Ian Delivers Speech at Ependymoma Awareness Day

— Categories: Press Release     Posted on May 29, 2019

Ependymoma survivor, Ian, gave these remarks to patients and caregivers at the Bracewell law firm during the National Brain Tumor Society’s Head to the Hill event.

Participants gathered to raise awareness of ependymoma at the 2019 Ependymoma Awareness Day butterfly release.

I am a son

I am a brother

I am a dreamer

I am a fighter

I am a Spartan

I am an ependymoma survivor

But most of all I am Ian!

I didn’t choose cancer, it chose me. But I do know I am going to move mountains because of it.

I don’t remember the day they discovered my brain tumor, but my mom says it’s a day she will never forget. It was Mother’s Day and I was only 15 months old. My surgery began. I died for a moment, but as you can see... I fought back. I had a bigger plan of my own.

My doctors say things like, “We hit a home run with this one!“ and “He’s a medical wonder.“

I think I’m just me, Ian, the kid with nice hair that likes peanut butter just about anyway. I didn’t choose ependymoma - it chose me.

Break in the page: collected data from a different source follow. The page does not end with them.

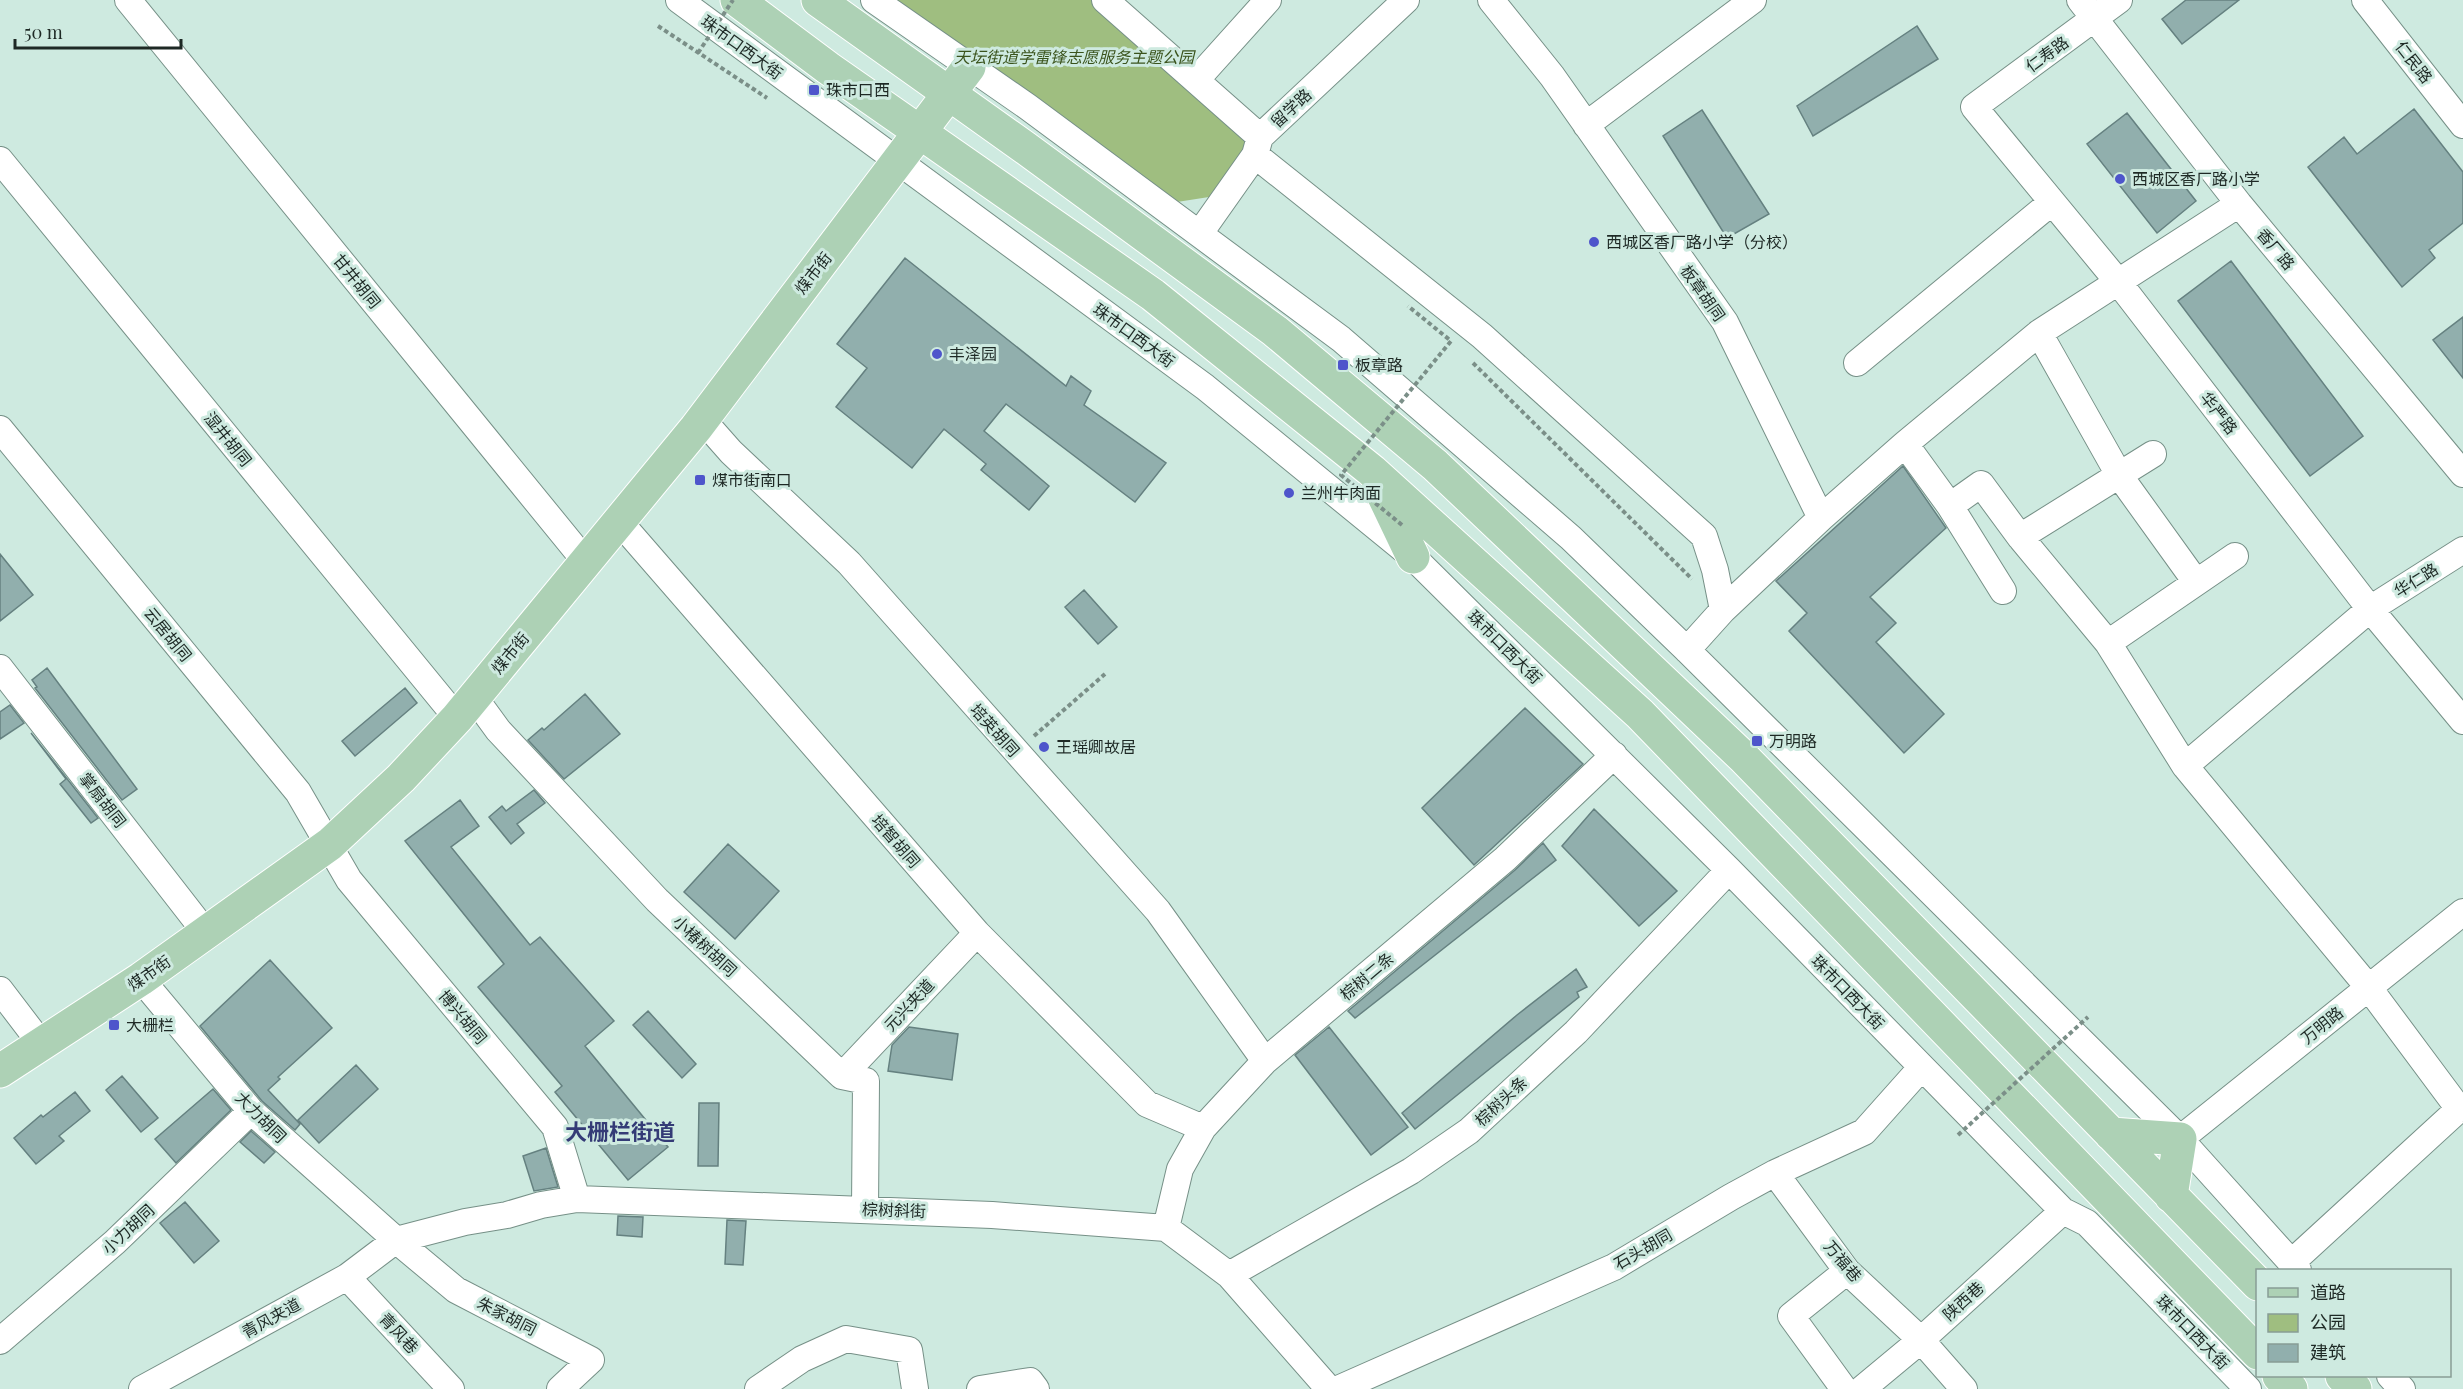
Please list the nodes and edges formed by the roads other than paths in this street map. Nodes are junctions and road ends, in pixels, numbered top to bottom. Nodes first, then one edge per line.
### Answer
1 (128, 0) edge
2 (679, 0) edge
3 (735, 0) edge
4 (818, 0) edge
5 (874, 0) edge
6 (1105, 0) edge
7 (1268, 0) edge
8 (1406, 0) edge
9 (1491, 0) edge
10 (1753, 0) edge
11 (2119, 0) edge
12 (2365, 0) edge
13 (2088, 9) edge
14 (969, 67) junction
15 (1197, 79) junction
16 (948, 94) junction
17 (1974, 107) joint
18 (1586, 125) junction
19 (2463, 125) edge
20 (921, 132) junction
21 (1258, 146) junction
22 (0, 160) edge
23 (898, 162) junction
24 (2052, 202) junction
25 (2239, 204) junction
26 (1200, 233) junction
27 (2119, 283) junction
28 (2038, 333) junction
29 (1857, 363) dead end
30 (701, 418) junction
31 (0, 429) edge
32 (1905, 444) junction
33 (2152, 454) dead end
34 (1372, 471) junction
35 (2463, 474) edge
36 (2119, 475) junction
37 (1950, 506) junction
38 (1821, 518) junction
39 (618, 520) junction
40 (2020, 537) junction
41 (2463, 550) edge
42 (1413, 556) junction
43 (2235, 556) dead end
44 (586, 562) junction
45 (2196, 582) junction
46 (2003, 591) dead end
47 (2370, 609) junction
48 (1723, 610) junction
49 (2108, 643) junction
50 (1687, 650) junction
51 (0, 668) edge
52 (465, 708) junction
53 (2463, 721) edge
54 (1614, 755) junction
55 (2185, 766) junction
56 (330, 844) junction
57 (1729, 870) junction
58 (2463, 912) edge
59 (206, 933) junction
60 (976, 933) junction
61 (141, 980) junction
62 (2368, 988) junction
63 (0, 990) edge
64 (42, 1045) junction
65 (1265, 1061) junction
66 (1922, 1068) junction
67 (0, 1071) edge
68 (842, 1076) junction
69 (2461, 1108) edge
70 (251, 1111) junction
71 (1203, 1128) junction
72 (2111, 1134) junction
73 (2180, 1139) junction
74 (1775, 1173) junction
75 (2171, 1196) junction
76 (577, 1199) junction
77 (865, 1209) junction
78 (2063, 1211) junction
79 (1166, 1228) junction
80 (396, 1240) junction
81 (2295, 1267) edge
82 (1847, 1271) junction
83 (1229, 1275) junction
84 (347, 1277) junction
85 (2256, 1282) edge
86 (1921, 1340) junction
87 (0, 1341) edge
88 (2256, 1351) edge
89 (2280, 1377) edge
90 (2343, 1377) edge
91 (2391, 1377) edge
92 (142, 1389) edge
93 (450, 1389) edge
94 (560, 1389) edge
95 (758, 1389) edge
96 (915, 1389) edge
97 (980, 1389) edge
98 (1036, 1389) edge
99 (1329, 1389) edge
100 (1338, 1389) edge
101 (1844, 1389) edge
102 (1862, 1389) edge
103 (1964, 1389) edge
104 (2248, 1389) edge
105 (2291, 1389) edge
106 (2355, 1389) edge
107 (2402, 1389) edge

1 - 44 street, 甘井胡同
2 - 23 street, 珠市口西大街
3 - 20 main road, 珠市口西大街
4 - 16 main road
5 - 14 street
6 - 15 street
7 - 15 street
8 - 21 street, 留学路
9 - 18 street, 板章胡同
10 - 18 street
11 - 13 street, 仁寿路
12 - 19 street, 仁民路
13 - 17 street, 仁寿路
13 - 25 street, 香厂路
14 - 16 main road, 煤市街
14 - 26 street
15 - 21 street
16 - 20 main road, 煤市街
16 - 72 main road
17 - 24 street, 华严路
18 - 38 street, 板章胡同
20 - 23 main road, 煤市街
20 - 34 main road, 珠市口西大街
21 - 26 street, 留学路
21 - 48 street
22 - 52 street, 湿井胡同
23 - 30 main road, 煤市街
23 - 42 street, 珠市口西大街
24 - 27 street, 华严路
24 - 29 street
25 - 27 street
25 - 35 street, 香厂路
26 - 50 street
27 - 28 street
27 - 47 street, 华严路
28 - 32 street
28 - 36 street
30 - 39 main road, 煤市街
30 - 65 street, 培英胡同
31 - 56 street, 云居胡同
32 - 37 street
32 - 38 street
33 - 36 street
34 - 42 main road
34 - 88 main road, 珠市口西大街
36 - 40 street
36 - 45 street
37 - 40 street
37 - 46 street
38 - 48 street
39 - 44 main road, 煤市街
39 - 60 street, 培智胡同
40 - 49 street
41 - 47 street, 华仁路
42 - 54 street, 珠市口西大街
43 - 45 street
44 - 52 main road, 煤市街
45 - 49 street
47 - 53 street, 华严路
47 - 55 street, 华仁路
48 - 50 street
49 - 55 street
50 - 73 street
51 - 59 street, 掌扇胡同
52 - 56 main road, 煤市街
52 - 68 street, 小椿树胡同
54 - 57 street, 珠市口西大街
54 - 65 street, 棕树二条
55 - 62 street
56 - 59 main road, 煤市街
56 - 76 street, 博兴胡同
57 - 66 street, 珠市口西大街
57 - 83 street, 棕树头条
58 - 62 street, 万明路
59 - 61 main road, 煤市街
60 - 68 street, 元兴夹道
60 - 71 street, 培智胡同
61 - 64 main road, 煤市街
61 - 70 street, 大力胡同
62 - 69 street
62 - 73 street, 万明路
63 - 64 street
64 - 67 main road, 煤市街
65 - 71 street, 棕树二条
66 - 74 street, 石头胡同
66 - 78 street, 珠市口西大街
68 - 77 street, 小椿树胡同
69 - 81 street
70 - 80 street, 大力胡同
70 - 87 street, 小力胡同
71 - 79 street, 棕树二条
72 - 73 main road
72 - 75 main road
73 - 75 main road
73 - 81 street
74 - 82 street, 万福巷
74 - 100 street, 石头胡同
75 - 85 main road
76 - 77 street, 棕树斜街
76 - 80 street, 棕树斜街
77 - 79 street, 棕树斜街
78 - 86 street, 陕西巷
78 - 104 street, 珠市口西大街
79 - 83 street
80 - 84 street, 青风夹道
80 - 94 street, 朱家胡同
82 - 86 street, 万福巷
82 - 101 street
83 - 99 street
84 - 92 street, 青风夹道
84 - 93 street, 青风巷
86 - 102 street, 陕西巷
86 - 103 street, 万福巷
89 - 105 main road
90 - 106 main road
91 - 107 street
95 - 96 street
97 - 98 street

I didn’t choose to lose 17 months of my childhood to hang out at hospitals with IV drips, harmful drugs with awful side effects, horrible port infections, and a feeding tube! I didn’t want to miss playing at the park or my own birthday party. Cancer chose that for me.

Ian shares a photo of him when he was 15-months-old. This was me the day I didn’t feel good... my head hurt really bad but I was too young to tell anyone. No one thought cancer. Not even the emergency doctor the first time. Good thing my parents knew to ask another doctor!

Ian shares a photo of him after surgery. Here was the day we hit the home run. I slept through the whole 22 hours. My parents didn’t sleep at all. I lost my hearing and one vocal cord that day.

Ian shares photos of him in the hospital and recovery. These were days I’m glad I don’t remember. They make me cry because I see my family cry when they talk about it. You see cancer doesn’t just affect me, it affects my whole family and everyone who loves me. It still does. You can’t erase it. Just ask my brother and sister.

Ian shares photos of him with his family. These are days I never want to forget! This is my awesome life beyond cancer the way it should be! I have the best job, the best friends, and the best family!

I didn’t choose cancer, but I did choose to beat it!

In closing, I just want to give others HOPE that there are good days to come. Fight for them.